Mirdad

Personal information
- Full name: Mirdad
- Date of birth: Unknown
- Place of birth: Karachi, British India
- Date of death: Unknown
- Place of death: Pakistan
- Positions: Right winger; midfielder;

Senior career*
- Years: Team / Apps / (Gls)
- 1950s–1969: Karachi Port Trust
- 1970–??: Pakistan Airlines

International career
- 1962: Pakistan

= Mirdad (footballer) =

Pakistani former footballer

Mirdad, commonly also misspelled as Mir dad, was a former Pakistani footballer, who played as for Karachi Port Trust, Mirdad also represented the Pakistan national team in the 1960s.

== Club career ==

Mirdad (right), receiving the 1964 Aga Khan Gold Cup trophy.

Mirdad played for the Karachi Port Trust at domestic level.
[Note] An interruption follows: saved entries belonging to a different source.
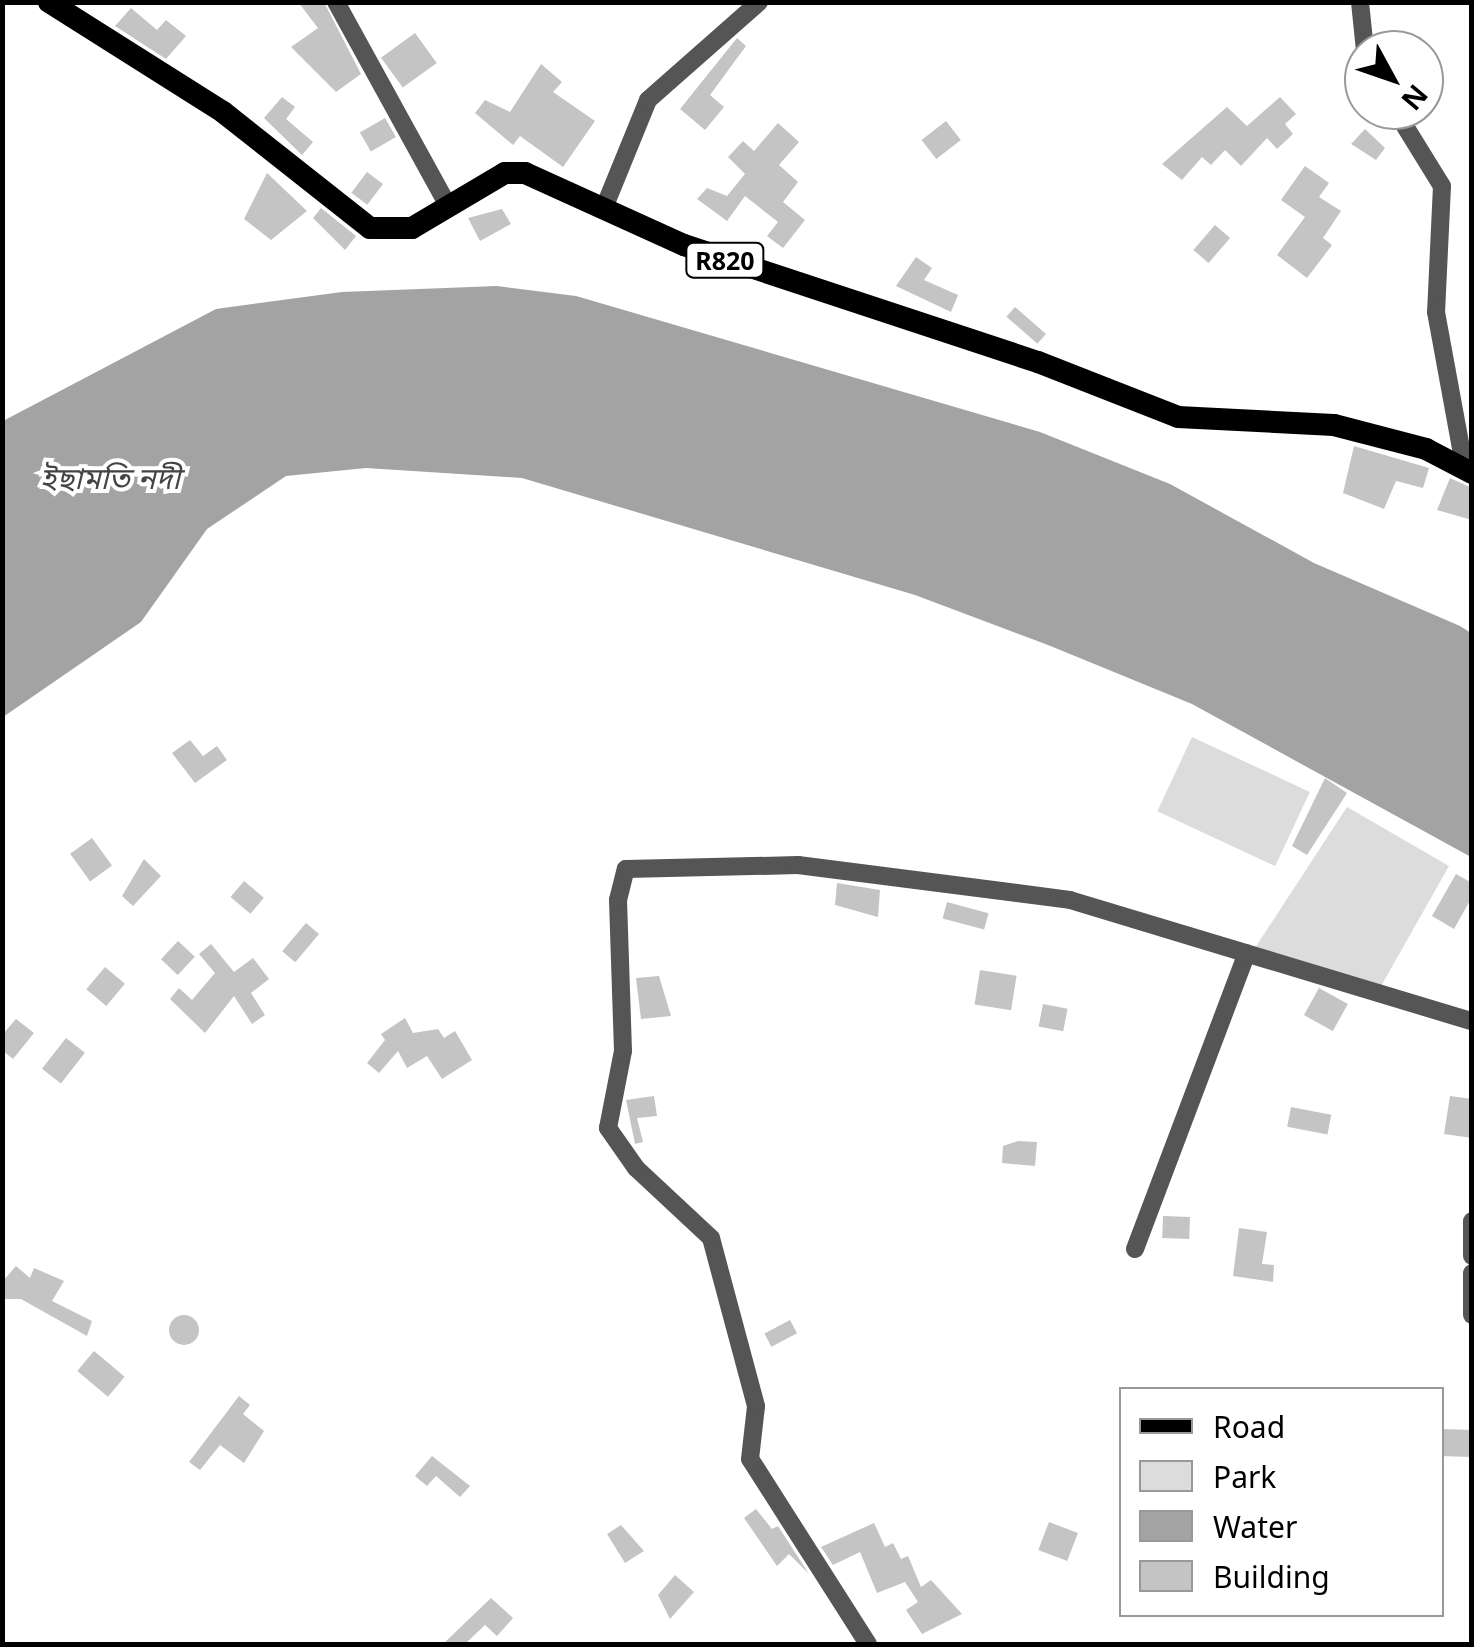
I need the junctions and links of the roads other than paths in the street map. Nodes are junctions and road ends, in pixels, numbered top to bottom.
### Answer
1 (48, 2) edge
2 (336, 2) edge
3 (759, 2) edge
4 (1360, 2) edge
5 (1363, 30) edge
6 (1407, 130) edge
7 (448, 206) junction
8 (604, 208) junction
9 (1469, 472) edge
10 (1247, 954) junction
11 (1472, 1021) edge
12 (1472, 1221) edge
13 (1135, 1249) dead end
14 (1472, 1256) edge
15 (1472, 1273) edge
16 (1472, 1315) edge
17 (868, 1644) edge

1 - 7 main road, R820
2 - 7 street
3 - 8 street
4 - 5 street
6 - 9 street
7 - 8 main road, R820
8 - 9 main road, R820
10 - 11 street
10 - 13 street
10 - 17 street
12 - 14 street
15 - 16 street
He helped them win the 1964 Aga Khan Gold Cup, where they were joint champions with Mohammedan Sporting. He also captained the side on several occasions.

At the National Football Championship, he represented the Karachi football team, and later on Karachi Division selections.

Later on, he was a part of the Pakistan Airlines.

== International career ==
In 1962, Mirdad was selected as one of the members of the squad for the 1962 Merdeka Tournament, where Pakistan secured a runners-up position.

Later on in 1966, Mirdad was selected for the national team's participation at the 1966 Asian Games. However, due to financial instability and political interference, Pakistan ultimately did not participate in the tournament. Instead, Mirdad played several unofficial exhibition matches against the touring Alga Club and appearead in a exhibition match against PIA at the KMC Stadium.